== Exercise description ==
A faithful, complete transcript of the entries below, without pictures, should be returned.

== Data provided ==
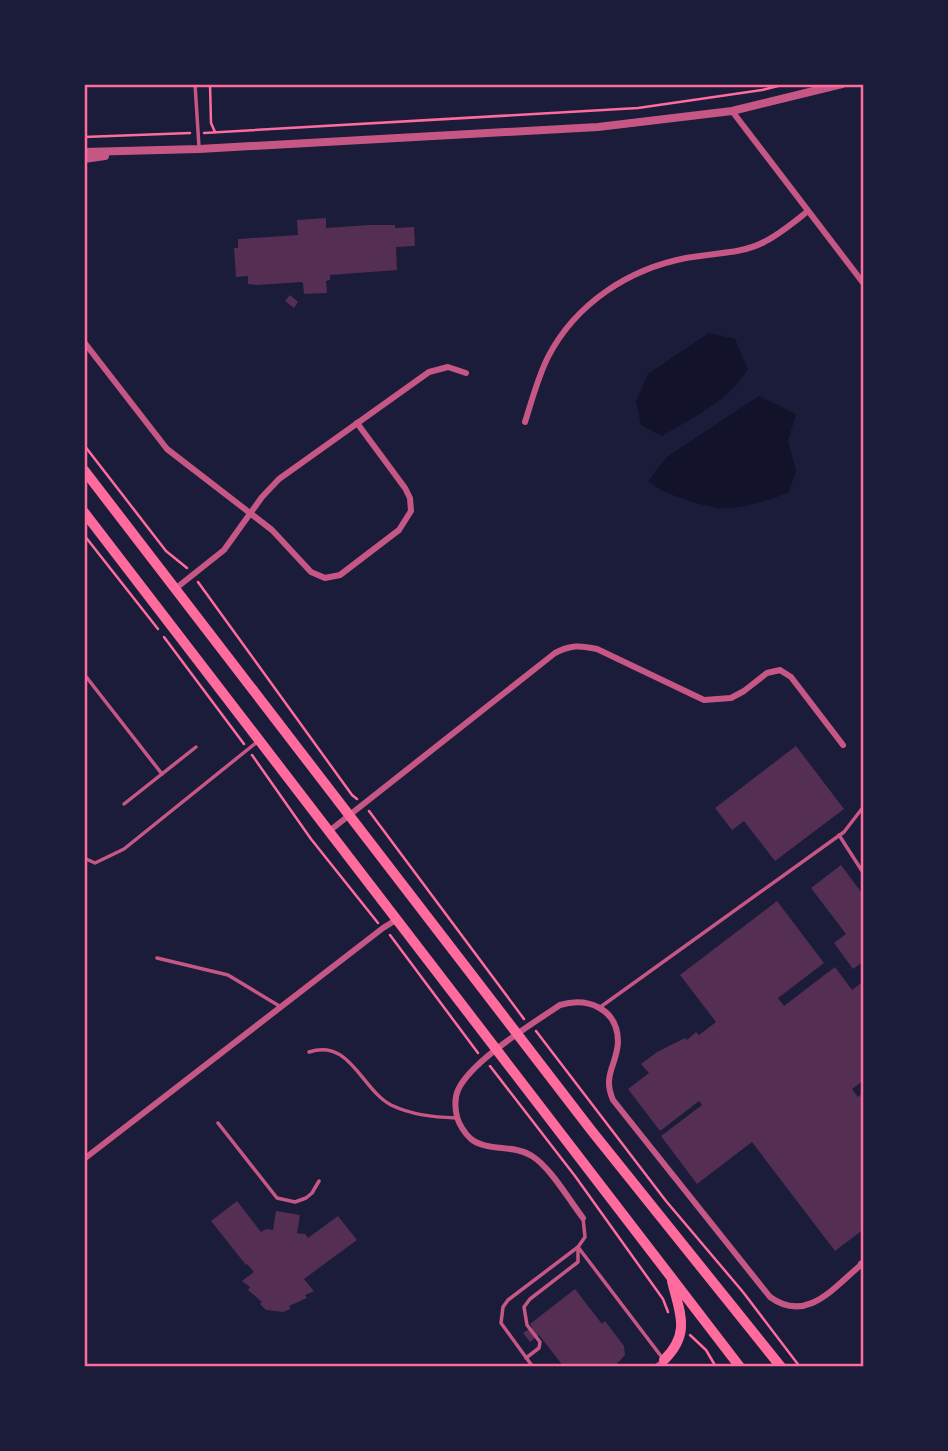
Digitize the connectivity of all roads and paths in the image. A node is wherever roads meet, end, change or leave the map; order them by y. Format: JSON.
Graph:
{"nodes":[{"id":1,"x":195,"y":84,"type":"edge"},
{"id":2,"x":209,"y":84,"type":"edge"},
{"id":3,"x":786,"y":84,"type":"edge"},
{"id":4,"x":842,"y":84,"type":"edge"},
{"id":5,"x":732,"y":111,"type":"junction"},
{"id":6,"x":183,"y":134,"type":"dead end"},
{"id":7,"x":84,"y":137,"type":"edge"},
{"id":8,"x":199,"y":149,"type":"junction"},
{"id":9,"x":146,"y":150,"type":"junction"},
{"id":10,"x":84,"y":152,"type":"edge"},
{"id":11,"x":84,"y":159,"type":"edge"},
{"id":12,"x":808,"y":211,"type":"junction"},
{"id":13,"x":864,"y":284,"type":"edge"},
{"id":14,"x":84,"y":342,"type":"edge"},
{"id":15,"x":466,"y":373,"type":"dead end"},
{"id":16,"x":525,"y":422,"type":"dead end"},
{"id":17,"x":357,"y":423,"type":"junction"},
{"id":18,"x":84,"y":445,"type":"edge"},
{"id":19,"x":84,"y":470,"type":"edge"},
{"id":20,"x":84,"y":512,"type":"edge"},
{"id":21,"x":250,"y":514,"type":"junction"},
{"id":22,"x":84,"y":536,"type":"edge"},
{"id":23,"x":187,"y":568,"type":"dead end"},
{"id":24,"x":175,"y":589,"type":"junction"},
{"id":25,"x":84,"y":674,"type":"edge"},
{"id":26,"x":259,"y":741,"type":"junction"},
{"id":27,"x":843,"y":744,"type":"dead end"},
{"id":28,"x":196,"y":747,"type":"dead end"},
{"id":29,"x":248,"y":750,"type":"junction"},
{"id":30,"x":162,"y":774,"type":"junction"},
{"id":31,"x":124,"y":804,"type":"dead end"},
{"id":32,"x":864,"y":806,"type":"edge"},
{"id":33,"x":349,"y":816,"type":"junction"},
{"id":34,"x":328,"y":832,"type":"junction"},
{"id":35,"x":839,"y":835,"type":"junction"},
{"id":36,"x":84,"y":858,"type":"edge"},
{"id":37,"x":864,"y":874,"type":"edge"},
{"id":38,"x":396,"y":920,"type":"junction"},
{"id":39,"x":383,"y":928,"type":"junction"},
{"id":40,"x":157,"y":958,"type":"dead end"},
{"id":41,"x":281,"y":1007,"type":"junction"},
{"id":42,"x":599,"y":1008,"type":"junction"},
{"id":43,"x":517,"y":1035,"type":"junction"},
{"id":44,"x":545,"y":1040,"type":"dead end"},
{"id":45,"x":472,"y":1045,"type":"dead end"},
{"id":46,"x":497,"y":1051,"type":"junction"},
{"id":47,"x":309,"y":1052,"type":"dead end"},
{"id":48,"x":497,"y":1074,"type":"dead end"},
{"id":49,"x":458,"y":1118,"type":"junction"},
{"id":50,"x":218,"y":1122,"type":"dead end"},
{"id":51,"x":84,"y":1159,"type":"edge"},
{"id":52,"x":319,"y":1181,"type":"dead end"},
{"id":53,"x":583,"y":1218,"type":"joint"},
{"id":54,"x":578,"y":1247,"type":"junction"},
{"id":55,"x":863,"y":1265,"type":"edge"},
{"id":56,"x":671,"y":1277,"type":"junction"},
{"id":57,"x":682,"y":1332,"type":"junction"},
{"id":58,"x":526,"y":1358,"type":"junction"},
{"id":59,"x":664,"y":1360,"type":"junction"},
{"id":60,"x":533,"y":1367,"type":"edge"},
{"id":61,"x":654,"y":1367,"type":"edge"},
{"id":62,"x":716,"y":1367,"type":"edge"},
{"id":63,"x":740,"y":1367,"type":"edge"},
{"id":64,"x":781,"y":1367,"type":"edge"},
{"id":65,"x":800,"y":1367,"type":"edge"}],
"edges":[{"from":1,"to":8,"type":"lane"},
{"from":2,"to":3,"type":"path"},
{"from":4,"to":5,"type":"street"},
{"from":5,"to":8,"type":"street"},
{"from":5,"to":12,"type":"street"},
{"from":6,"to":7,"type":"path"},
{"from":8,"to":9,"type":"street"},
{"from":9,"to":10,"type":"street"},
{"from":9,"to":11,"type":"street"},
{"from":12,"to":13,"type":"street"},
{"from":12,"to":16,"type":"street"},
{"from":14,"to":21,"type":"street"},
{"from":15,"to":17,"type":"street"},
{"from":17,"to":21,"type":"street"},
{"from":17,"to":21,"type":"street"},
{"from":18,"to":23,"type":"path"},
{"from":19,"to":24,"type":"main road"},
{"from":20,"to":26,"type":"main road"},
{"from":21,"to":24,"type":"street"},
{"from":22,"to":29,"type":"path"},
{"from":24,"to":33,"type":"main road"},
{"from":25,"to":30,"type":"lane"},
{"from":26,"to":29,"type":"lane"},
{"from":26,"to":34,"type":"main road"},
{"from":27,"to":33,"type":"street"},
{"from":28,"to":30,"type":"lane"},
{"from":29,"to":36,"type":"lane"},
{"from":29,"to":39,"type":"path"},
{"from":30,"to":31,"type":"lane"},
{"from":32,"to":35,"type":"lane"},
{"from":33,"to":34,"type":"street"},
{"from":33,"to":43,"type":"main road"},
{"from":34,"to":38,"type":"main road"},
{"from":35,"to":37,"type":"lane"},
{"from":35,"to":42,"type":"lane"},
{"from":38,"to":39,"type":"street"},
{"from":38,"to":46,"type":"main road"},
{"from":39,"to":41,"type":"street"},
{"from":39,"to":45,"type":"path"},
{"from":40,"to":41,"type":"lane"},
{"from":41,"to":51,"type":"street"},
{"from":42,"to":43,"type":"street"},
{"from":42,"to":55,"type":"street"},
{"from":43,"to":46,"type":"street"},
{"from":43,"to":64,"type":"main road"},
{"from":44,"to":65,"type":"path"},
{"from":46,"to":49,"type":"street"},
{"from":46,"to":56,"type":"main road"},
{"from":47,"to":49,"type":"lane"},
{"from":48,"to":57,"type":"path"},
{"from":49,"to":53,"type":"street"},
{"from":50,"to":52,"type":"lane"},
{"from":53,"to":54,"type":"lane"},
{"from":54,"to":58,"type":"lane"},
{"from":54,"to":58,"type":"lane"},
{"from":54,"to":59,"type":"lane"},
{"from":56,"to":57,"type":"main road"},
{"from":56,"to":63,"type":"main road"},
{"from":57,"to":59,"type":"main road"},
{"from":57,"to":62,"type":"path"},
{"from":58,"to":60,"type":"lane"},
{"from":59,"to":61,"type":"lane"}]}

== Answer to the exercise ==
Digitize the connectivity of all roads and paths in the image. A node is wherever roads meet, end, change or leave the map; order them by y. Format: JSON.
Graph:
{"nodes":[{"id":1,"x":195,"y":84,"type":"edge"},
{"id":2,"x":209,"y":84,"type":"edge"},
{"id":3,"x":786,"y":84,"type":"edge"},
{"id":4,"x":842,"y":84,"type":"edge"},
{"id":5,"x":732,"y":111,"type":"junction"},
{"id":6,"x":183,"y":134,"type":"dead end"},
{"id":7,"x":84,"y":137,"type":"edge"},
{"id":8,"x":199,"y":149,"type":"junction"},
{"id":9,"x":146,"y":150,"type":"junction"},
{"id":10,"x":84,"y":152,"type":"edge"},
{"id":11,"x":84,"y":159,"type":"edge"},
{"id":12,"x":808,"y":211,"type":"junction"},
{"id":13,"x":864,"y":284,"type":"edge"},
{"id":14,"x":84,"y":342,"type":"edge"},
{"id":15,"x":466,"y":373,"type":"dead end"},
{"id":16,"x":525,"y":422,"type":"dead end"},
{"id":17,"x":357,"y":423,"type":"junction"},
{"id":18,"x":84,"y":445,"type":"edge"},
{"id":19,"x":84,"y":470,"type":"edge"},
{"id":20,"x":84,"y":512,"type":"edge"},
{"id":21,"x":250,"y":514,"type":"junction"},
{"id":22,"x":84,"y":536,"type":"edge"},
{"id":23,"x":187,"y":568,"type":"dead end"},
{"id":24,"x":175,"y":589,"type":"junction"},
{"id":25,"x":84,"y":674,"type":"edge"},
{"id":26,"x":259,"y":741,"type":"junction"},
{"id":27,"x":843,"y":744,"type":"dead end"},
{"id":28,"x":196,"y":747,"type":"dead end"},
{"id":29,"x":248,"y":750,"type":"junction"},
{"id":30,"x":162,"y":774,"type":"junction"},
{"id":31,"x":124,"y":804,"type":"dead end"},
{"id":32,"x":864,"y":806,"type":"edge"},
{"id":33,"x":349,"y":816,"type":"junction"},
{"id":34,"x":328,"y":832,"type":"junction"},
{"id":35,"x":839,"y":835,"type":"junction"},
{"id":36,"x":84,"y":858,"type":"edge"},
{"id":37,"x":864,"y":874,"type":"edge"},
{"id":38,"x":396,"y":920,"type":"junction"},
{"id":39,"x":383,"y":928,"type":"junction"},
{"id":40,"x":157,"y":958,"type":"dead end"},
{"id":41,"x":281,"y":1007,"type":"junction"},
{"id":42,"x":599,"y":1008,"type":"junction"},
{"id":43,"x":517,"y":1035,"type":"junction"},
{"id":44,"x":545,"y":1040,"type":"dead end"},
{"id":45,"x":472,"y":1045,"type":"dead end"},
{"id":46,"x":497,"y":1051,"type":"junction"},
{"id":47,"x":309,"y":1052,"type":"dead end"},
{"id":48,"x":497,"y":1074,"type":"dead end"},
{"id":49,"x":458,"y":1118,"type":"junction"},
{"id":50,"x":218,"y":1122,"type":"dead end"},
{"id":51,"x":84,"y":1159,"type":"edge"},
{"id":52,"x":319,"y":1181,"type":"dead end"},
{"id":53,"x":583,"y":1218,"type":"joint"},
{"id":54,"x":578,"y":1247,"type":"junction"},
{"id":55,"x":863,"y":1265,"type":"edge"},
{"id":56,"x":671,"y":1277,"type":"junction"},
{"id":57,"x":682,"y":1332,"type":"junction"},
{"id":58,"x":526,"y":1358,"type":"junction"},
{"id":59,"x":664,"y":1360,"type":"junction"},
{"id":60,"x":533,"y":1367,"type":"edge"},
{"id":61,"x":654,"y":1367,"type":"edge"},
{"id":62,"x":716,"y":1367,"type":"edge"},
{"id":63,"x":740,"y":1367,"type":"edge"},
{"id":64,"x":781,"y":1367,"type":"edge"},
{"id":65,"x":800,"y":1367,"type":"edge"}],
"edges":[{"from":1,"to":8,"type":"lane"},
{"from":2,"to":3,"type":"path"},
{"from":4,"to":5,"type":"street"},
{"from":5,"to":8,"type":"street"},
{"from":5,"to":12,"type":"street"},
{"from":6,"to":7,"type":"path"},
{"from":8,"to":9,"type":"street"},
{"from":9,"to":10,"type":"street"},
{"from":9,"to":11,"type":"street"},
{"from":12,"to":13,"type":"street"},
{"from":12,"to":16,"type":"street"},
{"from":14,"to":21,"type":"street"},
{"from":15,"to":17,"type":"street"},
{"from":17,"to":21,"type":"street"},
{"from":17,"to":21,"type":"street"},
{"from":18,"to":23,"type":"path"},
{"from":19,"to":24,"type":"main road"},
{"from":20,"to":26,"type":"main road"},
{"from":21,"to":24,"type":"street"},
{"from":22,"to":29,"type":"path"},
{"from":24,"to":33,"type":"main road"},
{"from":25,"to":30,"type":"lane"},
{"from":26,"to":29,"type":"lane"},
{"from":26,"to":34,"type":"main road"},
{"from":27,"to":33,"type":"street"},
{"from":28,"to":30,"type":"lane"},
{"from":29,"to":36,"type":"lane"},
{"from":29,"to":39,"type":"path"},
{"from":30,"to":31,"type":"lane"},
{"from":32,"to":35,"type":"lane"},
{"from":33,"to":34,"type":"street"},
{"from":33,"to":43,"type":"main road"},
{"from":34,"to":38,"type":"main road"},
{"from":35,"to":37,"type":"lane"},
{"from":35,"to":42,"type":"lane"},
{"from":38,"to":39,"type":"street"},
{"from":38,"to":46,"type":"main road"},
{"from":39,"to":41,"type":"street"},
{"from":39,"to":45,"type":"path"},
{"from":40,"to":41,"type":"lane"},
{"from":41,"to":51,"type":"street"},
{"from":42,"to":43,"type":"street"},
{"from":42,"to":55,"type":"street"},
{"from":43,"to":46,"type":"street"},
{"from":43,"to":64,"type":"main road"},
{"from":44,"to":65,"type":"path"},
{"from":46,"to":49,"type":"street"},
{"from":46,"to":56,"type":"main road"},
{"from":47,"to":49,"type":"lane"},
{"from":48,"to":57,"type":"path"},
{"from":49,"to":53,"type":"street"},
{"from":50,"to":52,"type":"lane"},
{"from":53,"to":54,"type":"lane"},
{"from":54,"to":58,"type":"lane"},
{"from":54,"to":58,"type":"lane"},
{"from":54,"to":59,"type":"lane"},
{"from":56,"to":57,"type":"main road"},
{"from":56,"to":63,"type":"main road"},
{"from":57,"to":59,"type":"main road"},
{"from":57,"to":62,"type":"path"},
{"from":58,"to":60,"type":"lane"},
{"from":59,"to":61,"type":"lane"}]}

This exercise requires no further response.